Could an ordinary, average introvert turn his life upside down and start living an adventurous, passionate and fulfilling life?
Five years ago I’ve decided to change my life. What many of us go through in 2020 and 2021 happened to me in 2016 and 2017.
From the outside, I had nothing to complain about: I had a family, a house, a garden, a nice car, and I went on holidays regularly. But deep down I was dissatisfied. I was driving in the wrong direction, too fast and too hard. And it got me to crash, hitting the ground with a thud.
By December 2015, I was deeply depressed. A series of life failures and traumatic experiences had me trapped by fear, low self-esteem, doubt, loss of direction, stress and frustration. My thoughts convince me that everyone I knew was smarter and better than me. I felt like I don’t know what I was doing anymore. I felt helpless.
At the beginning of 2018, I started running 5-6 times a week. What started as a struggle to improve my mental health quickly becomes a passionate and purposeful life of service to others.
Sweat, tears, and doubts.
In 2019 and 2020, I have conducted two ultra-endurance challenges in 8 countries and over 25 small and large islands:
- execution of 5 million steps in 101 days, and
- running 7,000 miles through Asia
I created a system and coaching program to use running to break the habit of self-doubt and build confidence in sports, business, relationships and careers.

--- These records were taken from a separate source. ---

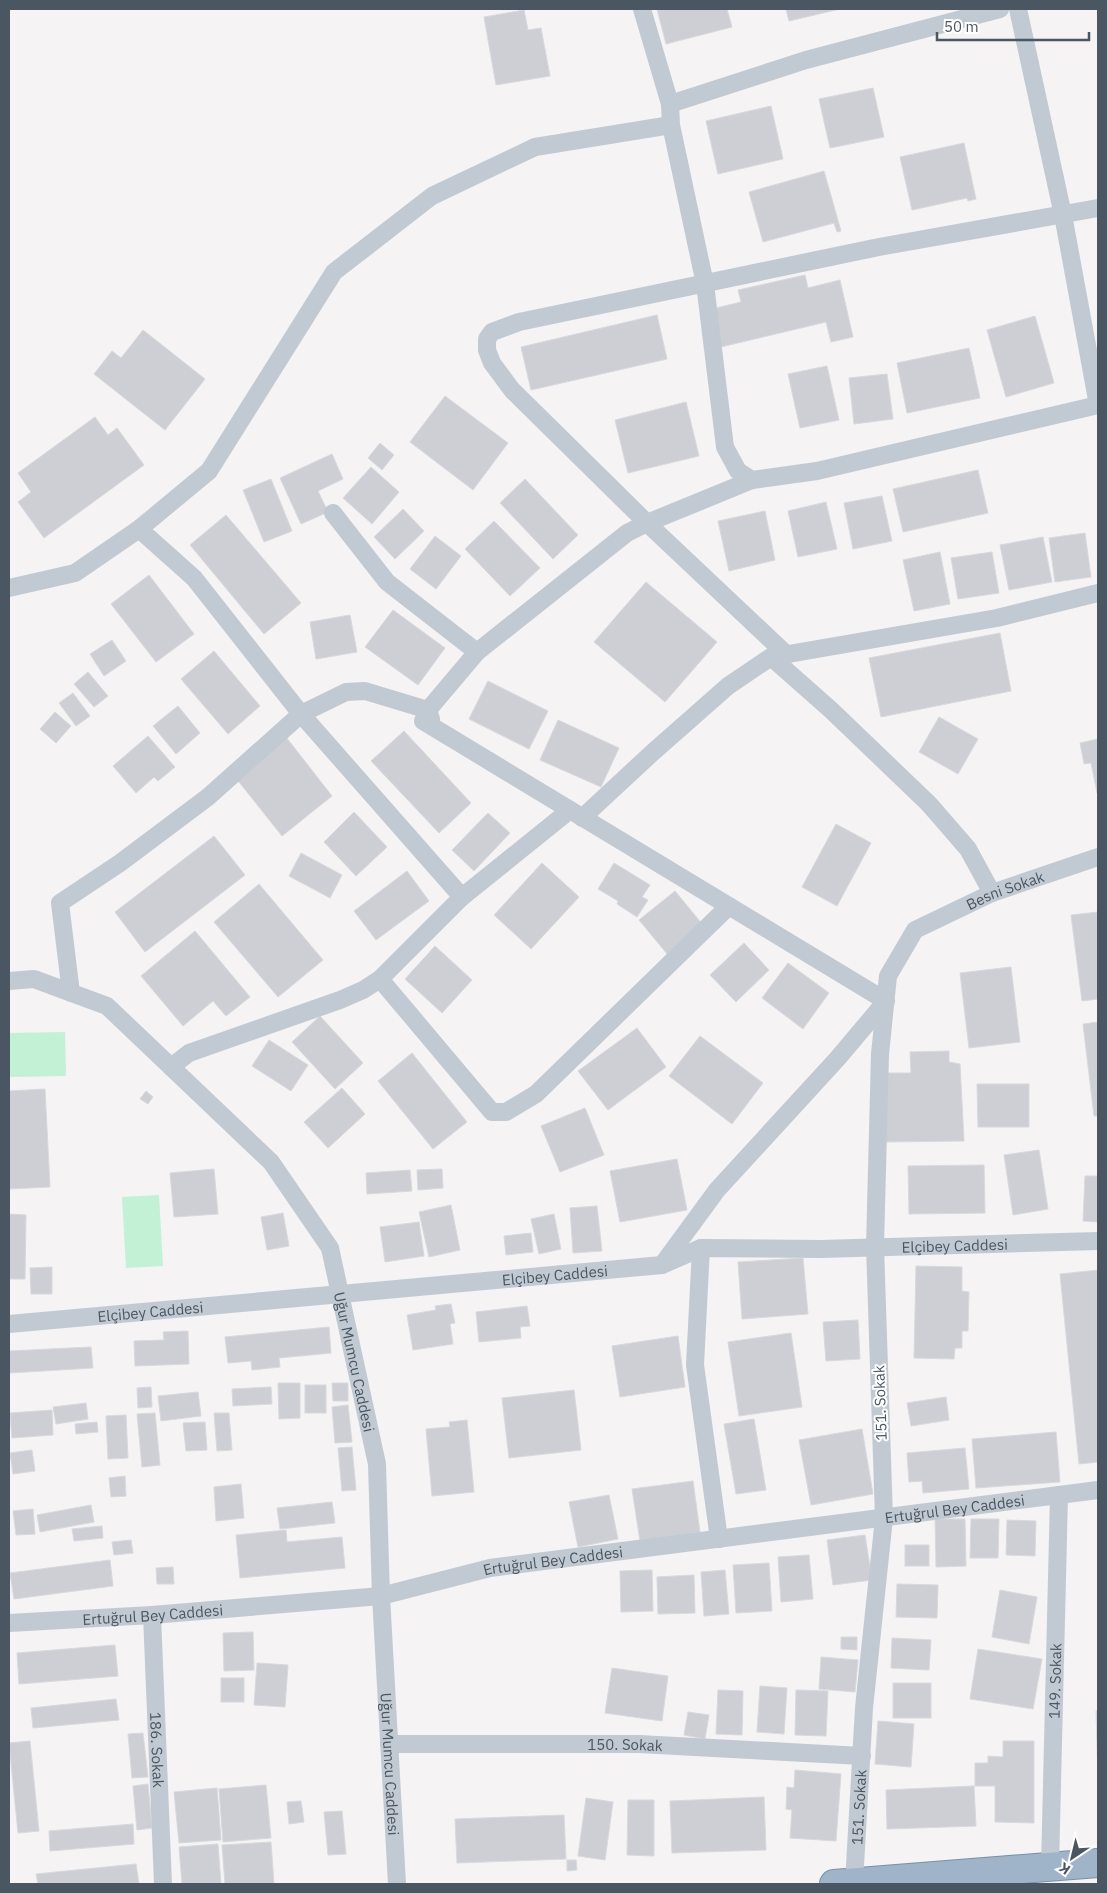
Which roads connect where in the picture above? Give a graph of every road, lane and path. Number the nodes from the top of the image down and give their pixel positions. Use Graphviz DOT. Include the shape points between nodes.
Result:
graph roads {
  1 [pos="642,9"];
  2 [pos="1000,9"];
  3 [pos="1018,9"];
  4 [pos="670,104"];
  5 [pos="670,125"];
  6 [pos="1098,208"];
  7 [pos="1063,215"];
  8 [pos="705,284"];
  9 [pos="1098,405"];
  10 [pos="752,480"];
  11 [pos="333,514"];
  12 [pos="647,523"];
  13 [pos="140,529"];
  14 [pos="9,588"];
  15 [pos="1098,593"];
  16 [pos="477,652"];
  17 [pos="779,656"];
  18 [pos="428,710"];
  19 [pos="301,714"];
  20 [pos="576,814"];
  21 [pos="1098,857"];
  22 [pos="992,892"];
  23 [pos="462,898"];
  24 [pos="729,906"];
  25 [pos="915,930"];
  26 [pos="380,979"];
  27 [pos="9,981"];
  28 [pos="71,992"];
  29 [pos="886,1001"];
  30 [pos="171,1067"];
  31 [pos="1098,1241"];
  32 [pos="875,1246"];
  33 [pos="701,1248"];
  34 [pos="662,1265"];
  35 [pos="339,1294"];
  36 [pos="9,1324"];
  37 [pos="1098,1490"];
  38 [pos="1059,1495"];
  39 [pos="884,1518"];
  40 [pos="719,1539"];
  41 [pos="381,1596"];
  42 [pos="152,1616"];
  43 [pos="9,1623"];
  44 [pos="389,1744"];
  45 [pos="862,1756"];
  46 [pos="1098,1862"];
  47 [pos="1050,1867"];
  48 [pos="844,1883"];
  49 [pos="163,1884"];
  50 [pos="397,1884"];
  1 -- 4 [label="street"];
  2 -- 4 [label="street" via="806,60"];
  3 -- 7 [label="street"];
  4 -- 5 [label="street"];
  5 -- 8 [label="street"];
  5 -- 13 [label="street" via="535,148 432,196 334,272 209,471"];
  6 -- 7 [label="street"];
  7 -- 8 [label="street" via="879,247"];
  7 -- 9 [label="street"];
  8 -- 10 [label="street" via="725,447 738,471"];
  8 -- 12 [label="street" via="519,322 492,332 487,339 492,363 512,390"];
  9 -- 10 [label="street" via="817,471"];
  10 -- 12 [label="street"];
  11 -- 16 [label="street" via="387,582"];
  12 -- 16 [label="street" via="627,533"];
  12 -- 17 [label="street"];
  13 -- 14 [label="street" via="75,573"];
  13 -- 19 [label="street" via="194,578"];
  15 -- 17 [label="street" via="997,618"];
  16 -- 18 [label="street"];
  17 -- 20 [label="street" via="728,686"];
  17 -- 22 [label="street" via="929,804 968,849"];
  18 -- 19 [label="street" via="365,691 346,692"];
  18 -- 20 [label="street" via="423,721"];
  19 -- 23 [label="street"];
  19 -- 28 [label="street" via="208,798 60,903"];
  20 -- 23 [label="street"];
  20 -- 24 [label="street"];
  21 -- 22 [label="street, Besni Sokak"];
  22 -- 25 [label="street, Besni Sokak"];
  23 -- 26 [label="street"];
  24 -- 26 [label="street" via="536,1094 506,1112 492,1112"];
  24 -- 29 [label="street"];
  25 -- 29 [label="street, 151. Sokak" via="888,976"];
  26 -- 30 [label="street" via="340,1000 189,1053"];
  27 -- 28 [label="street, Uğur Mumcu Caddesi" via="34,979"];
  28 -- 30 [label="street, Uğur Mumcu Caddesi" via="107,1006"];
  29 -- 32 [label="street, 151. Sokak" via="880,1054"];
  29 -- 34 [label="street" via="717,1190"];
  30 -- 35 [label="street, Uğur Mumcu Caddesi" via="271,1162 330,1248"];
  31 -- 32 [label="street, Elçibey Caddesi"];
  32 -- 33 [label="street, Elçibey Caddesi"];
  32 -- 39 [label="street, 151. Sokak"];
  33 -- 34 [label="street, Elçibey Caddesi"];
  33 -- 40 [label="street" via="695,1365"];
  34 -- 35 [label="street, Elçibey Caddesi"];
  35 -- 36 [label="street, Elçibey Caddesi"];
  35 -- 41 [label="street, Uğur Mumcu Caddesi" via="377,1464"];
  37 -- 38 [label="street, Ertuğrul Bey Caddesi"];
  38 -- 39 [label="street, Ertuğrul Bey Caddesi"];
  38 -- 47 [label="street, 149. Sokak"];
  39 -- 40 [label="street, Ertuğrul Bey Caddesi"];
  39 -- 45 [label="street, 151. Sokak"];
  40 -- 41 [label="street, Ertuğrul Bey Caddesi" via="490,1568"];
  41 -- 42 [label="street, Ertuğrul Bey Caddesi"];
  41 -- 44 [label="street, Uğur Mumcu Caddesi"];
  42 -- 43 [label="street, Ertuğrul Bey Caddesi"];
  42 -- 49 [label="street, 186. Sokak"];
  44 -- 45 [label="street, 150. Sokak" via="639,1744"];
  44 -- 50 [label="street, Uğur Mumcu Caddesi"];
  45 -- 48 [label="street, 151. Sokak"];
  46 -- 47 [label="highway"];
  47 -- 48 [label="highway"];
}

Coached thousands of students at universities, conducted dozens of live and virtual workshops for businesses.
I’m working with many universities and helping their students reach their full potential. My work has been featured in international magazines such as Red Bull.
I also became an ambassador for the Wave Trust charity organisation. And I offer a wide range of seminars, courses, workshops and keynote speeches to charities and nonprofits in the United Kingdom, Europe and Asia to support people who experienced childhood traumas and the organizations that help them.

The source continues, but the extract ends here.